There was always a moment, a split second while she was fighting, when Tenten realized how fragile everything was. It flashed by each time, coming quickly and going just as fast, so she barely had time to recognize the thought before it was gone.

It was a feeling she got sometimes just before she threw a handful of kunai in order to block another ninja's weapons – the instant when she raised her hand and thought about how the slightest tilt in her wrist could cause her to miss her mark. Or when she leaped off the ground and flew, the wind rushing past her face, knowing how easily she could fall.

She never thought about it afterwards. Yet in the middle of the next battle, it would always come again, that single moment when she see the world with different eyes – eyes that didn't see what had happened, or what she had to make happen, but what could happen.

It was after a battle against a trio of Rain ninja that she caught Neji watching her. She might have noticed him sooner, felt the weight of his pearl eyes on her, but she was still seeing the blinding white of the enemy ninja's blade – still feeling the sudden surprise she'd felt as she was jerked backwards from the force of his blow. Still thinking what would have happened if she had not brought her own katana up in time to block it, or if she had been a second slower twisting away to his second stab.

Her fingers drifted down to feel the hem of her shirt, torn from catching on the ninja's blade.

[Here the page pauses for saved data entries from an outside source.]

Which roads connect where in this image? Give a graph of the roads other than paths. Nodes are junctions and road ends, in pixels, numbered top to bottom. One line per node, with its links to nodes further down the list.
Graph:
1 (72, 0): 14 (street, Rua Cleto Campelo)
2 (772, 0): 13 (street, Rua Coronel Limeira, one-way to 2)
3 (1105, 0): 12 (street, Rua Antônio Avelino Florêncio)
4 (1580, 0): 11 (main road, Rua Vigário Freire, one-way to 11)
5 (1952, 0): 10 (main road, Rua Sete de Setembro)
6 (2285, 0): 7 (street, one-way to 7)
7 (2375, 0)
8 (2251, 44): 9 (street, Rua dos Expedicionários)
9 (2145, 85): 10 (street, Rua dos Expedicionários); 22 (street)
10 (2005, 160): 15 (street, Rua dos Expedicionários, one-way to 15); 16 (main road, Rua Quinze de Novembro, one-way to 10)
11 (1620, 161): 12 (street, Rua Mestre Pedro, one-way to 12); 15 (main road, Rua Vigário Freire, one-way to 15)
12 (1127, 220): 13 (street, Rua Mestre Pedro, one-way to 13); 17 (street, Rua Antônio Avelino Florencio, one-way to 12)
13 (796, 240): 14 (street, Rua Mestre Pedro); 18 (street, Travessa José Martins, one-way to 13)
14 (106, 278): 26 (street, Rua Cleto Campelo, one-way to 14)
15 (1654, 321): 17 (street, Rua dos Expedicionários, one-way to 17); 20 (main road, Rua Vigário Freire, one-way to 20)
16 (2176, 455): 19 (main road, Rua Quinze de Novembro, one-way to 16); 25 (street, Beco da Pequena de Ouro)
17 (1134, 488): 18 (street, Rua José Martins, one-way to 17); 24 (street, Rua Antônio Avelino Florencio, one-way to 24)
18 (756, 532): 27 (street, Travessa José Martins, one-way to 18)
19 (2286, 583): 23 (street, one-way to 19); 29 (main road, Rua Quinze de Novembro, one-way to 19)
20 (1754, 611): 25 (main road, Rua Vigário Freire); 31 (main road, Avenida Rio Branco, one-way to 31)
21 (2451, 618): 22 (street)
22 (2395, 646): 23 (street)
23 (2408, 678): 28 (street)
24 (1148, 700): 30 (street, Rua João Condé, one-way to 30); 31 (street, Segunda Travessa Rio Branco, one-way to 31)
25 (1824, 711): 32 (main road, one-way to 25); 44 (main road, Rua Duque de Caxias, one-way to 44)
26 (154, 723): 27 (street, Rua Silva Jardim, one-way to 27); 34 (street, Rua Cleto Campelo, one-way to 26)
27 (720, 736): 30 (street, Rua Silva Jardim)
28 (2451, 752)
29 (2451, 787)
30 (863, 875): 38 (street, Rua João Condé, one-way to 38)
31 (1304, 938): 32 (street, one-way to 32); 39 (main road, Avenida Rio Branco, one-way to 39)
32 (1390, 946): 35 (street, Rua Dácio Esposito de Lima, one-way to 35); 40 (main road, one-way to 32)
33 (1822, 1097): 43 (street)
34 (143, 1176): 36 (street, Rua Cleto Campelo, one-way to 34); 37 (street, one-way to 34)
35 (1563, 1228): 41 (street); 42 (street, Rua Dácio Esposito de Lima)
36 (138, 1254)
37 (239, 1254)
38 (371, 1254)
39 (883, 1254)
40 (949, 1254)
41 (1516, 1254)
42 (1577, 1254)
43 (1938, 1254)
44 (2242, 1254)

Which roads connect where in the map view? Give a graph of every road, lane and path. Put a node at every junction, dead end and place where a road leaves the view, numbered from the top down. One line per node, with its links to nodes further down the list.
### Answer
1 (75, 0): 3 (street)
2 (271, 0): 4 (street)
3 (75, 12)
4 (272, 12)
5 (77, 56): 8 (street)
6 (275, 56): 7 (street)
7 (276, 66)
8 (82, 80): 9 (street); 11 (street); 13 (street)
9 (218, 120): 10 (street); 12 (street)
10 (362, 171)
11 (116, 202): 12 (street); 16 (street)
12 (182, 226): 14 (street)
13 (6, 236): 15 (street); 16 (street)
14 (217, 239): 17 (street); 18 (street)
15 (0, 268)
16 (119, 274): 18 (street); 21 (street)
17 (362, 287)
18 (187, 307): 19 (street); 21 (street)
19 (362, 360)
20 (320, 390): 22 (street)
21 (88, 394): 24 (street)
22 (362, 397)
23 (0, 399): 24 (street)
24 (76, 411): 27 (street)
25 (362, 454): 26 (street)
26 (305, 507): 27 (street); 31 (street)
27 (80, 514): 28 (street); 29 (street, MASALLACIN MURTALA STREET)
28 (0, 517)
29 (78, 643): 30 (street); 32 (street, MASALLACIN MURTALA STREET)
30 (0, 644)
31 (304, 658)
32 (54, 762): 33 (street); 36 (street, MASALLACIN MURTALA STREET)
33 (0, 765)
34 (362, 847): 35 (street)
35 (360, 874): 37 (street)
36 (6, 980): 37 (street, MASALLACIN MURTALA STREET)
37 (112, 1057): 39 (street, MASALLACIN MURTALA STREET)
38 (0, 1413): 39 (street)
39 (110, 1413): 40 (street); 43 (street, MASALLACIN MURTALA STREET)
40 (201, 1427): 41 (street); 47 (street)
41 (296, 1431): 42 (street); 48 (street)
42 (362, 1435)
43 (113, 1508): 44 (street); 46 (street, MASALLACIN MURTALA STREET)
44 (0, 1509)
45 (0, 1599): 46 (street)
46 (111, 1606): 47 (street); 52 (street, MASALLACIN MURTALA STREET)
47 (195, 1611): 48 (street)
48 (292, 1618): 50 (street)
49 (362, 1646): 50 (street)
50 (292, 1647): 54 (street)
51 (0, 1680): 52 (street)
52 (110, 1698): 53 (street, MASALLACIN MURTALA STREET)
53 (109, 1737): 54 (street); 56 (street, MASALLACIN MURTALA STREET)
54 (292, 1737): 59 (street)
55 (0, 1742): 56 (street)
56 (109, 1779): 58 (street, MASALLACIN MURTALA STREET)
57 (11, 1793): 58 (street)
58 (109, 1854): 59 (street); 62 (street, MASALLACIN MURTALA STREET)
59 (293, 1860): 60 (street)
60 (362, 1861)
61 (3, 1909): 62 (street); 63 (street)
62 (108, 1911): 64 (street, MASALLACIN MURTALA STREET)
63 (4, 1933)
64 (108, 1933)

If she had slipped a little on the ground – if she had hesitated at all before dodging to the side – the smooth metal of his weapon would have cut past the fabric of her clothes.

"Tenten," Neji said, and she was suddenly aware of her teammate's steady, unrelenting gaze, and the level tone of his voice. She looked at him, remembering where she was.

Her hand tightened around the hilt of her katana. She raised it to her side, maneuvering the long weapon so that the tip of the blade neatly sliced away the stray threads which dangled from the rip in her shirt. They fluttered to the earth, like wisps of forgotten thoughts, already being left behind.

Neji did not move when Tenten stepped forward, her shoulders set. He watched silently as she pushed off the ground and into the trees, the dust settling in her wake.

Neji could see weakness better than anybody. Despite his strength, he'd felt it often enough, and he knew how it was to catch a glimpse of the fears hovering in the shadows, fears you tried to make yourself believe didn't exist. No matter how hard you tried to cover your tracks, they were always there – footprints following you everywhere you went. You had only to turn around to see what you left behind.

Still, he said nothing as he followed his teammate into the forest. He had fought his demons on his own.

There was no reason why he should help someone else fight theirs.